Je recommande d’utiliser le trousseau d’accès car vous pouvez l’utiliser pour visualiser (et effacer) le certificat. Pour ajouter un certificat (au format .pem) à votre trousseau, utilisez la commande suivante dans le Terminal :
certtool i /chemin/vers/fichier.pem
Vous pouvez faire ça en tapant certtool -i suivi d’un espace et en glissant le fichier dans la fenêtre du Terminal. De toute façon, certtool devrait renvoyer “certificate successfully imported”, et vous devriez alors pouvoir voir le certificat dans le Trousseau d’accès et l’utiliser dans OmniWeb.
Si vous voulez stocker le certificat dans un des fichiers RootCerts.pem mentionné précédemment, vous pouvez vous contenter de déplacer/renommer le fichier .pem, ou (si un autre fichier .pem existe déjà) ajouter le bloc de texte dans la liste des certificats du fichier. L’ordre des certificats dans le fichier est sans importance.
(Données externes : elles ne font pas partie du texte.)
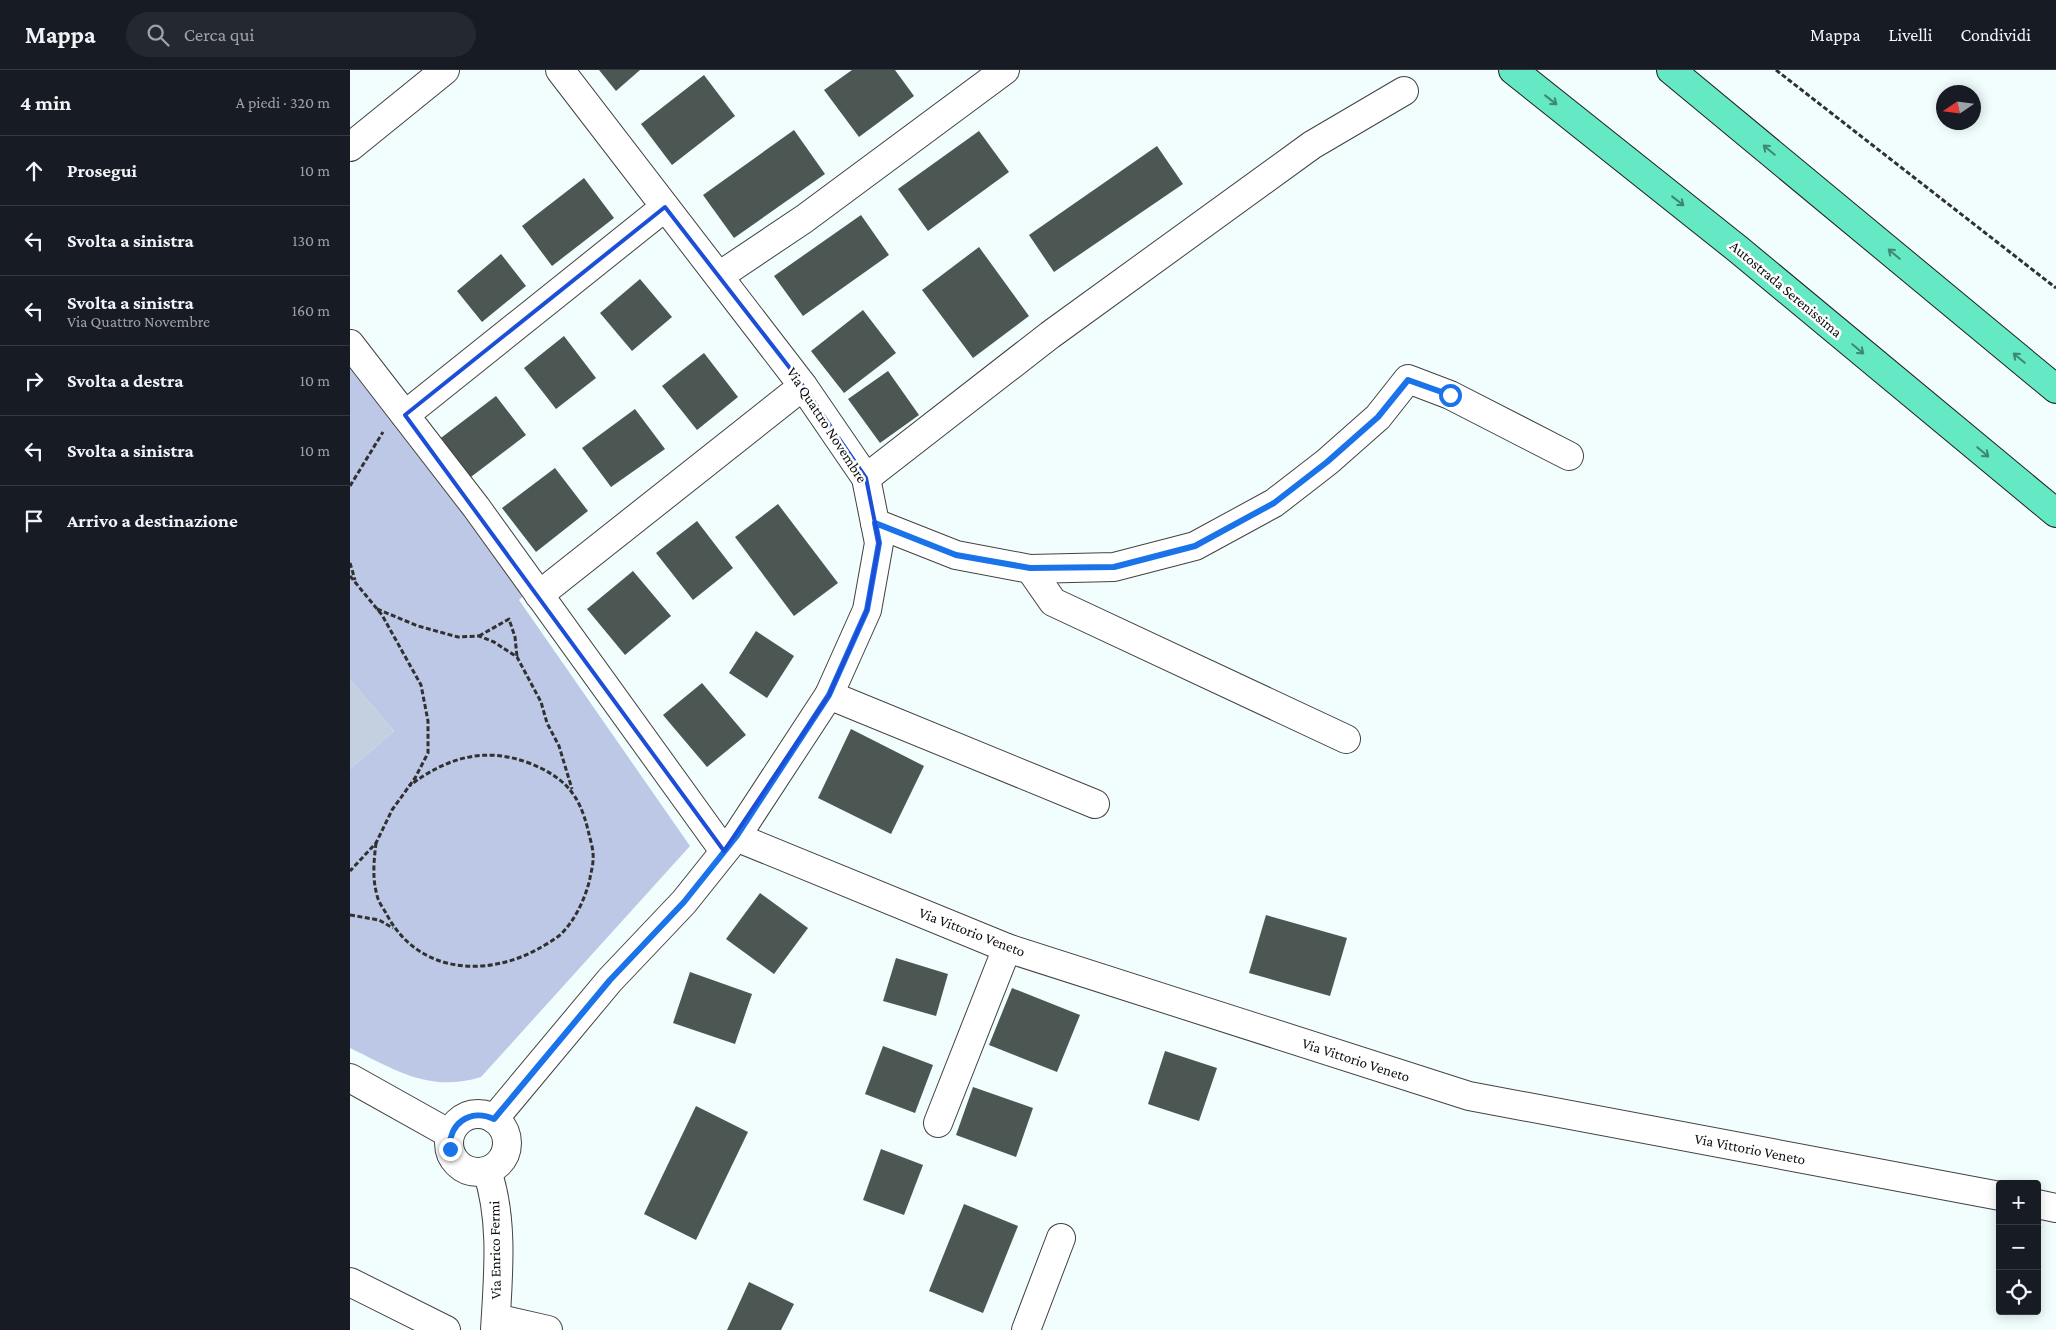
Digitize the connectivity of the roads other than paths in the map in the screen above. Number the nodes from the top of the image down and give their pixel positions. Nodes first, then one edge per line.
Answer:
1 (445, 70) edge
2 (560, 70) edge
3 (1006, 70) edge
4 (1513, 70) edge
5 (1671, 70) edge
6 (1404, 91) dead end
7 (350, 147) edge
8 (665, 207) junction
9 (719, 276) junction
10 (350, 344) edge
11 (803, 386) junction
12 (2056, 389) edge
13 (403, 413) junction
14 (1569, 456) dead end
15 (866, 478) junction
16 (2056, 513) edge
17 (875, 523) junction
18 (1030, 568) junction
19 (539, 595) junction
20 (829, 695) junction
21 (1346, 739) dead end
22 (1095, 804) dead end
23 (730, 844) junction
24 (1007, 948) junction
25 (350, 1078) edge
26 (494, 1119) junction
27 (938, 1123) dead end
28 (450, 1134) junction
29 (487, 1171) junction
30 (1996, 1195) edge
31 (2041, 1205) edge
32 (2056, 1208) edge
33 (1061, 1238) dead end
34 (350, 1282) edge
35 (495, 1324) edge
36 (446, 1330) edge
37 (548, 1330) edge
38 (1026, 1330) edge

1 - 7 street
2 - 8 street, Via Quattro Novembre
3 - 9 street
4 -> 16 highway, Autostrada Serenissima
12 -> 5 highway
6 - 15 street
8 - 9 street, Via Quattro Novembre
8 - 13 street
9 - 11 street, Via Quattro Novembre
10 - 13 street
11 - 15 street, Via Quattro Novembre
11 - 19 street
13 - 19 street
14 - 18 street
15 - 17 street, Via Quattro Novembre
17 - 18 street
17 - 20 street, Via Quattro Novembre
18 - 21 street
19 - 23 street
20 - 22 street
20 - 23 street, Via Quattro Novembre
23 - 24 street, Via Vittorio Veneto
23 - 26 street, Via Quattro Novembre
24 - 27 street
24 - 30 street, Via Vittorio Veneto
25 - 28 street
26 - 28 street
26 - 29 street
28 - 29 street
29 - 35 street, Via Enrico Fermi
31 - 32 street
33 - 38 street
34 - 36 street
35 - 37 street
Exemple de certificat au format .PEM
Voici l’extrait requis lorsque je lance “openssl s_client…” pour mon serveur test :
2 s:/C=US/ST=Washington/L=Seattle/O=JJJJ Associates/OU=Dummy Security/Email=user@nulljjjj.org
i:/C=US/ST=Washington/L=Seattle/O=JJJJ Associates/OU=Dummy Security/Email=user@nulljjjj.org
—–BEGIN CERTIFICATE—–
MIICgDCCAemgAwIBAgIBADANBgkqhkiG9w0BAQQFADCBhTELMAkGA1UEBhMCVVMx
EzARBgNVBAgTCldhc2hpbmd0b24xEDAOBgNVBAcTB1NlYXR0bGUxGDAWBgNVBAoT
D0hISEggQXNzb2NpYXRlczEXMBUGA1UECxMORHVtbXkgU2VjdXJpdHkxHDAaBgkq
hkiG9w0BCQEWDXdpbWxAaGhoaC5vcmcwHhcNMDMwODE4MjAxMDA3WhcNMDQwODE3
MjAxMDA3WjCBhTELMAkGA1UEBhMCVVMxEzARBgNVBAgTCldhc2hpbmd0b24xEDAO
BgNVBAcTB1NlYXR0bGUxGDAWBgNVBAoTD0hISEggQXNzb2NpYXRlczEXMBUGA1UE
CxMORHVtbXkgU2VjdXJpdHkxHDAaBgkqhkiG9w0BCQEWDXdpbWxAaGhoaC5vcmcw
gZ8wDQYJKoZIhvcNAQEBBQADgY0AMIGJAoGBALTFv4ts52lXl0aomu9/LaOfiUZx
Jdtb3BfSKkem2feD0AhAIX/1k1KLiOi6PB3aRGyXwxs5AOPxjloc/q6mpGRaJy/w
nJ/LfSG6TSsvrVY4Ksu2rTAQ9Io35PX1OUsgHDWkKOwHoAzLNgK7Q9I2lflDSPuZ
6Sk748VhDvzGSBEBAgMBAAEwDQYJKoZIhvcNAQEEBQADgYEAhUnqFeO30hr7N888
NnQT/aDuJL8MoDqQkSkXUdVj+5F2m/Ssf7mqApKh/2GiXkL2cJ38XfWXi+gLFgv/
Do8cuh3h2oBxY7ylrBD9AmFHa8oRQboS4npV9GVgue/K/YtxqQOrrW2IY3Ikm6RY
ln6CdGy7bmMRr5qMuDxhlT37Cg0=
—–END CERTIFICATE—–
Le certificat est le bidule entre BEGIN CERTIFICATE et END CERTIFICATE (compris). Les deux lignes juste avant proviennent d’OpenSSL et décrivent ce à quoi correspond le certificat. La ligne s : donne le sujet, par ex. pour qui ou pour quoi le certificat est émis. La ligne i: indique qui a émis le certificat, par ex. qui atteste de son authenticité. Comme il s’agit ici du certificat “root”, les deux lignes sont identiques. Sujet et émetteur sont décrits dans le format X.500; l’exemple cité ici inclus le pays, l’état, la ville (localité), l’organisation, la sous-division de l’organisation (le département lambda de “JJJJ Associates”), et l’adresse e-mail.